In experiments at Denison University and at the DESIREE national lab facility in Sweden, laser light will be used to excite or detach electrons from negative ions; the laser supplies a finely controlled amount of input energy to probe electron correlations within the ions. The results will build the fundamental physical chemistry database, provide valuable tests of state-of-the-art theoretical atomic structure calculations, and yield key insights into dynamical many-body interaction, which is a topic of interest for a broad range of fields in physics, chemistry, materials science, and nanotechnology.
Undergraduate students will participate in all aspects of the research, providing significant technical training for young scientists in cutting-edge electronics, lasers, and computers, and enhancing their ability for advanced study and future careers in science, technology, and engineering. Technical audience abstract:
The interactions of photons with negative ions will be investigated in a series photoexcitation and photodetachment experiments. The extra electron in a negative ion is bound predominantly by electron correlation effects and therefore negative ions provide a fertile testing ground for detailed atomic physics calculations regarding these multi-body interactions.

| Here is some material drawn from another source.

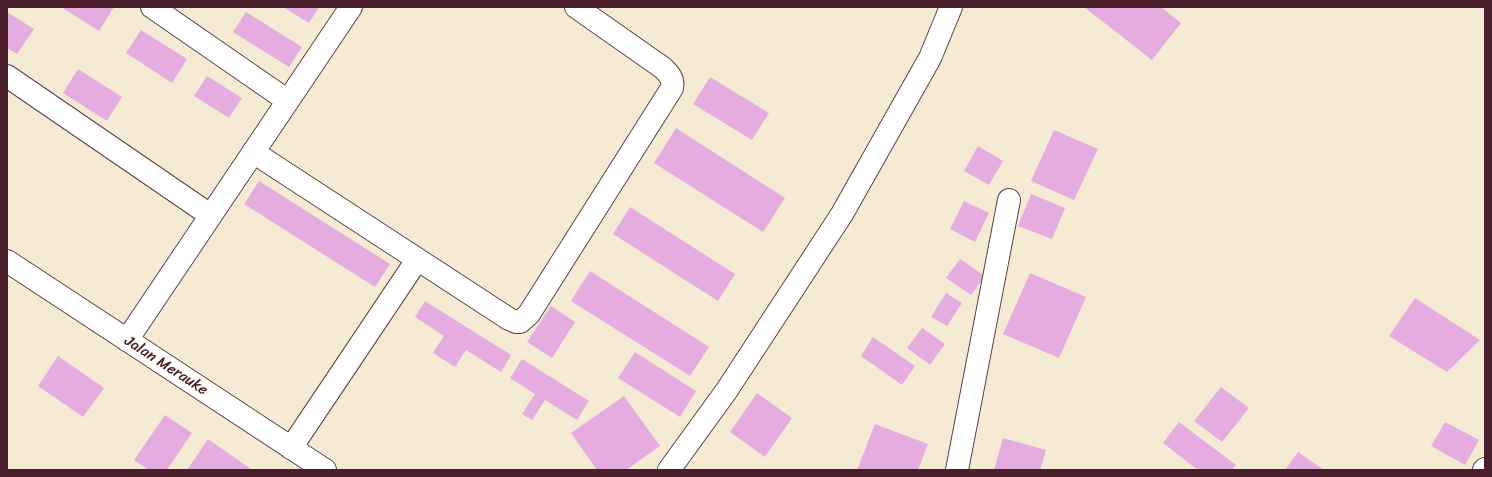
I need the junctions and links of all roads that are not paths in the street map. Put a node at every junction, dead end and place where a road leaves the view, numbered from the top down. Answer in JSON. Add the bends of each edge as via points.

An ion beam–tunable infrared laser system at Denison University will be used to measure multiple bound states of the negative ion of thorium with resonant two-photon detachment spectroscopy. Complementary experiments of excited state lifetimes and decay processes in the negative ion of lanthanum will be performed at Stockholm University in Sweden using the cryogenic electrostatic ion storage ring DESIREE.
Thorium and lanthanum are important to investigate because they are promising candidates for laser cooling, which has not yet been achieved with negative ions but could potentially open up the ultracold regime for a wide range of negatively-charged species through sympathetic collisional cooling. The faculty and student researchers will also use photodetachment threshold spectroscopy to measure isotope shifts in the electron affinities of lead and thallium, which are sensitive to interactions of electrons both with each other and with the nucleus.
The dynamic multi-electron interactions in highly-correlated negative ions continue to challenge the fundamental understanding of atomic structure, and this project will extend the available experimental data to more complex negative ion systems, spur new theoretical studies, and directly address pressing open questions in the field. Support from this grant will enhance the research and teaching infrastructure of Denison University (an undergraduate college) and provide students with valuable experimental research experiences and technical training.
This award reflects NSF's statutory mission and has been deemed worthy of support through evaluation using the Foundation's intellectual merit and broader impacts review criteria.